Dans les premiers mots de d’Alembert reparaît cependant l’insensibilité affectée du sceptique railleur, sous lequel quelques contemporains ont méconnu l’homme tendre et bon. « Que voulez-vous ? dit-il à Chabanon. Vous avez commencé par être heureux ! » Et il ajoute de la voix de fausset qui lui était particulière : « C’est toujours la fiche de consolation. » Mais, ému par le désespoir de son ami, il prend aussitôt un autre ton. « Mon ami, lui dit-il, il faut éviter de rester avec vous-même. Jetez là les livres, voyez vos amis, courez, distrayez-vous. Toutes les fois que je vous serai nécessaire, je quitterai avec plaisir mon travail, et nous irons nous promener ensemble. »

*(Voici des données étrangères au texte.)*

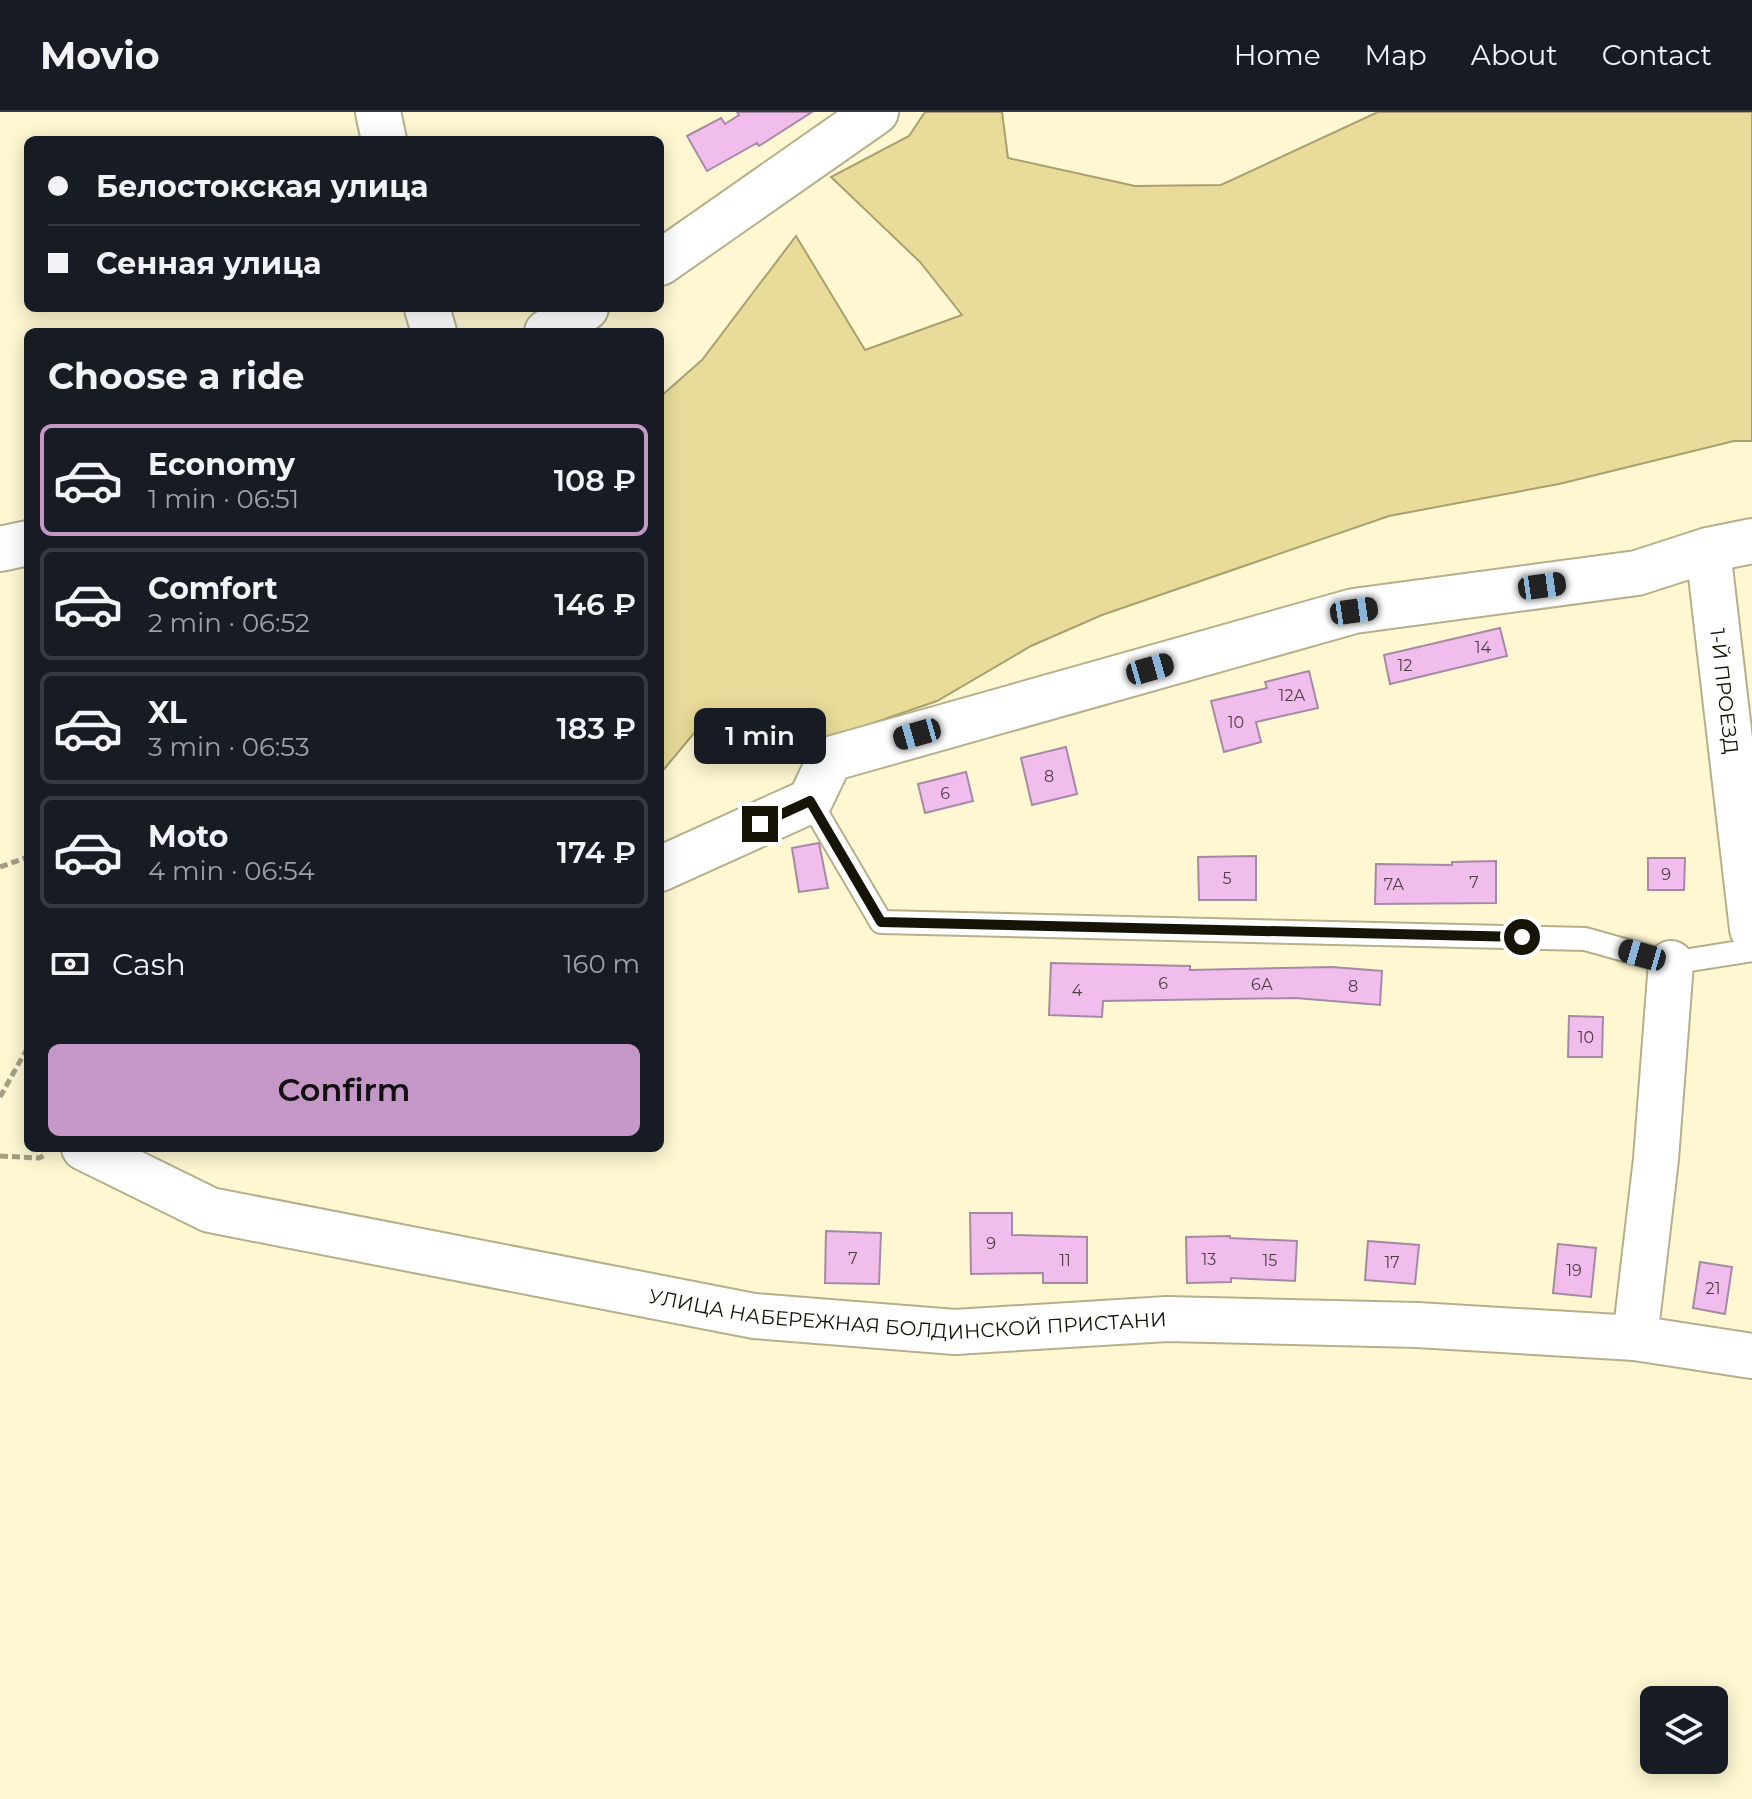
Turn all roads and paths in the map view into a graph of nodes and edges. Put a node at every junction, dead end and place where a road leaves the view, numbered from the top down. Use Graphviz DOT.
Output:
graph roads {
  1 [pos="378,112"];
  2 [pos="876,112"];
  3 [pos="383,136"];
  4 [pos="664,260"];
  5 [pos="580,312"];
  6 [pos="554,328"];
  7 [pos="1752,541"];
  8 [pos="24,544"];
  9 [pos="0,549"];
  10 [pos="1708,550"];
  11 [pos="810,801"];
  12 [pos="24,858"];
  13 [pos="0,867"];
  14 [pos="664,867"];
  15 [pos="1752,929"];
  16 [pos="1752,950"];
  17 [pos="1671,963"];
  18 [pos="24,1054"];
  19 [pos="0,1097"];
  20 [pos="59,1152"];
  21 [pos="71,1152"];
  22 [pos="0,1156"];
  23 [pos="1635,1338"];
  24 [pos="1752,1356"];
  1 -- 3 [label="street"];
  2 -- 4 [label="street"];
  5 -- 6 [label="street"];
  7 -- 10 [label="street"];
  8 -- 9 [label="street"];
  10 -- 11 [label="street"];
  10 -- 15 [label="street, 1-Й ПРОЕЗД"];
  11 -- 14 [label="street"];
  11 -- 17 [label="lane"];
  12 -- 13 [label="path"];
  16 -- 17 [label="lane"];
  17 -- 23 [label="street"];
  18 -- 19 [label="path"];
  20 -- 22 [label="path"];
  21 -- 23 [label="street, УЛИЦА НАБЕРЕЖНАЯ БОЛДИНСКОЙ ПРИСТАНИ"];
  23 -- 24 [label="street, УЛИЦА НАБЕРЕЖНАЯ БОЛДИНСКОЙ ПРИСТАНИ"];
}
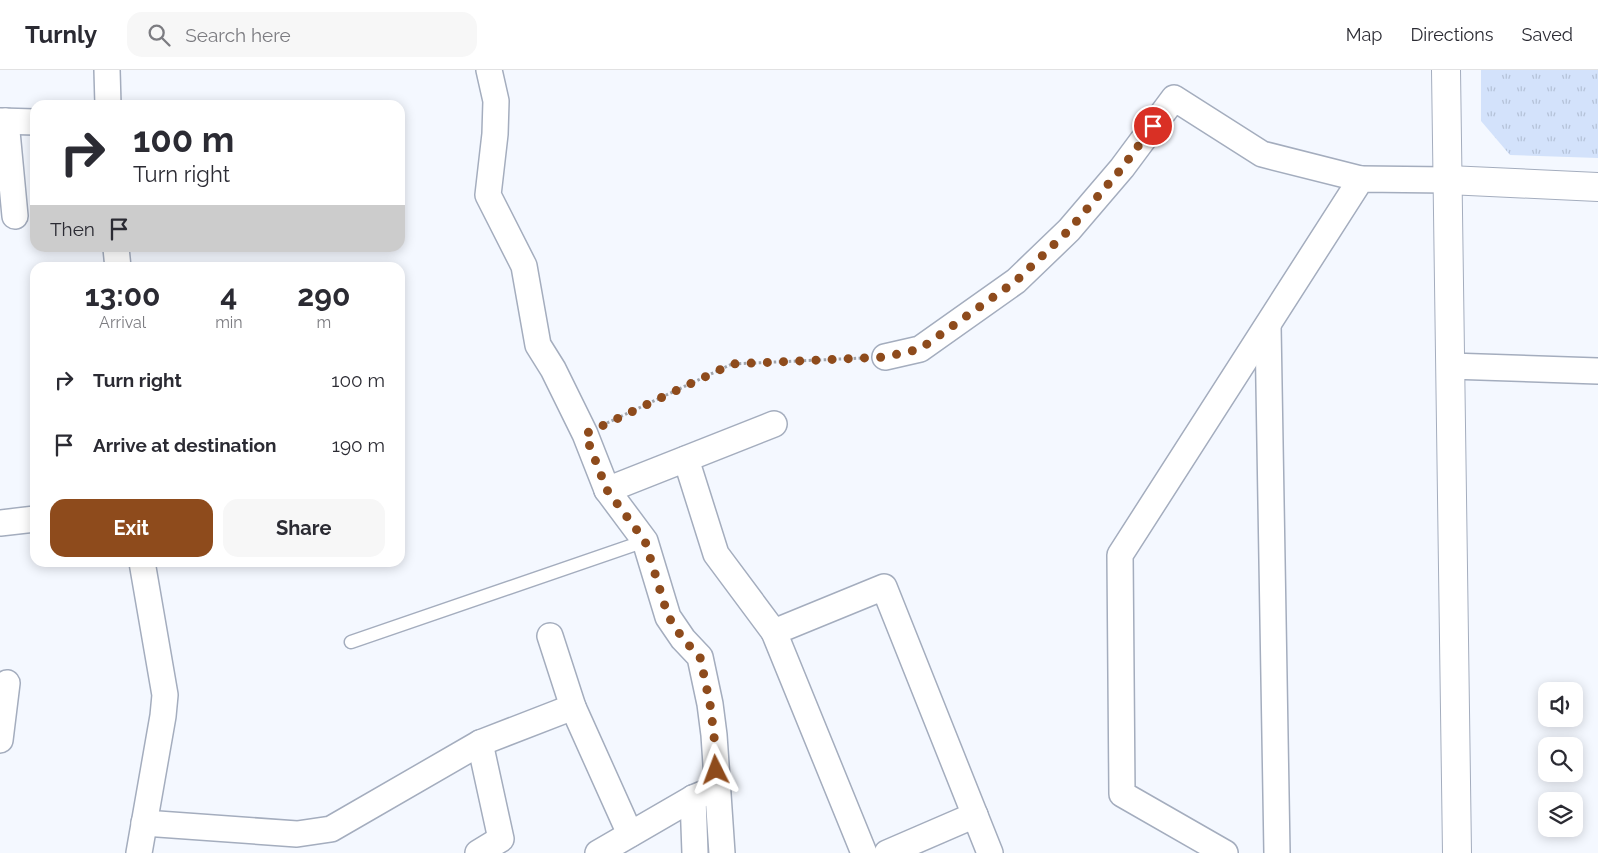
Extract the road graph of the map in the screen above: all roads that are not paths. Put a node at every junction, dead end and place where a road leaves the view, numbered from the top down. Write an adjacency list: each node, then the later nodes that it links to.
1 (108, 70): 4 (street)
2 (489, 70): 17 (street)
3 (1446, 70): 8 (street)
4 (108, 100)
5 (3, 121): 6 (street); 10 (street)
6 (30, 122)
7 (1361, 179): 8 (street); 11 (street); 12 (street)
8 (1448, 180): 9 (street); 13 (street)
9 (1598, 187)
10 (17, 216)
11 (1268, 326): 42 (street); 43 (street)
12 (885, 357)
13 (1450, 366): 14 (street); 44 (street)
14 (1598, 371)
15 (774, 424): 16 (street)
16 (686, 459): 17 (street); 22 (street)
17 (607, 490): 20 (street)
18 (30, 520): 19 (street)
19 (0, 523)
20 (645, 541): 24 (lane); 29 (street)
21 (143, 567): 32 (street)
22 (774, 632): 31 (street); 39 (street)
23 (550, 636): 26 (street)
24 (351, 642)
25 (7, 682): 27 (street)
26 (573, 707): 28 (street); 33 (street)
27 (0, 740)
28 (480, 743): 32 (street); 35 (street)
29 (717, 788): 30 (street); 38 (street)
30 (693, 798): 33 (street); 37 (street)
31 (975, 815): 40 (street); 41 (street)
32 (144, 823): 34 (street)
33 (630, 834): 36 (street)
34 (139, 853)
35 (478, 853)
36 (598, 853)
37 (695, 853)
38 (722, 853)
39 (864, 853)
40 (887, 853)
41 (990, 853)
42 (1225, 853)
43 (1277, 853)
44 (1457, 853)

Un autre ami de d’Alembert, Diderot, exerça sur lui, une très grande influence, et leurs noms, attachés ensemble à une œuvre célèbre et grandiose, sont pour bien des gens devenus inséparables. Diderot et d’Alembert, avec une grande différence de caractère et de talent, avaient un fonds d’idées communes qui pouvait les rapprocher sans peine et maintenir leur union. Libres tous deux de toute ambition, avec la même ardeur pour l’étude et pour les travaux de l’esprit, ils étaient également curieux de science, d’art, de littérature et de philosophie, en enveloppant dans un même scepticisme toutes les questions qui de près ou de loin appartiennent à la théologie. L’exemple de leur vie et de leur noble caractère peut servir d’argument sans réplique à qui voudra convaincre les esprits les plus prévenus que la bonté, le dévouement, le désintéressement et la vertu ne sont l’apanage d’aucune secte, le privilége d’aucune croyance.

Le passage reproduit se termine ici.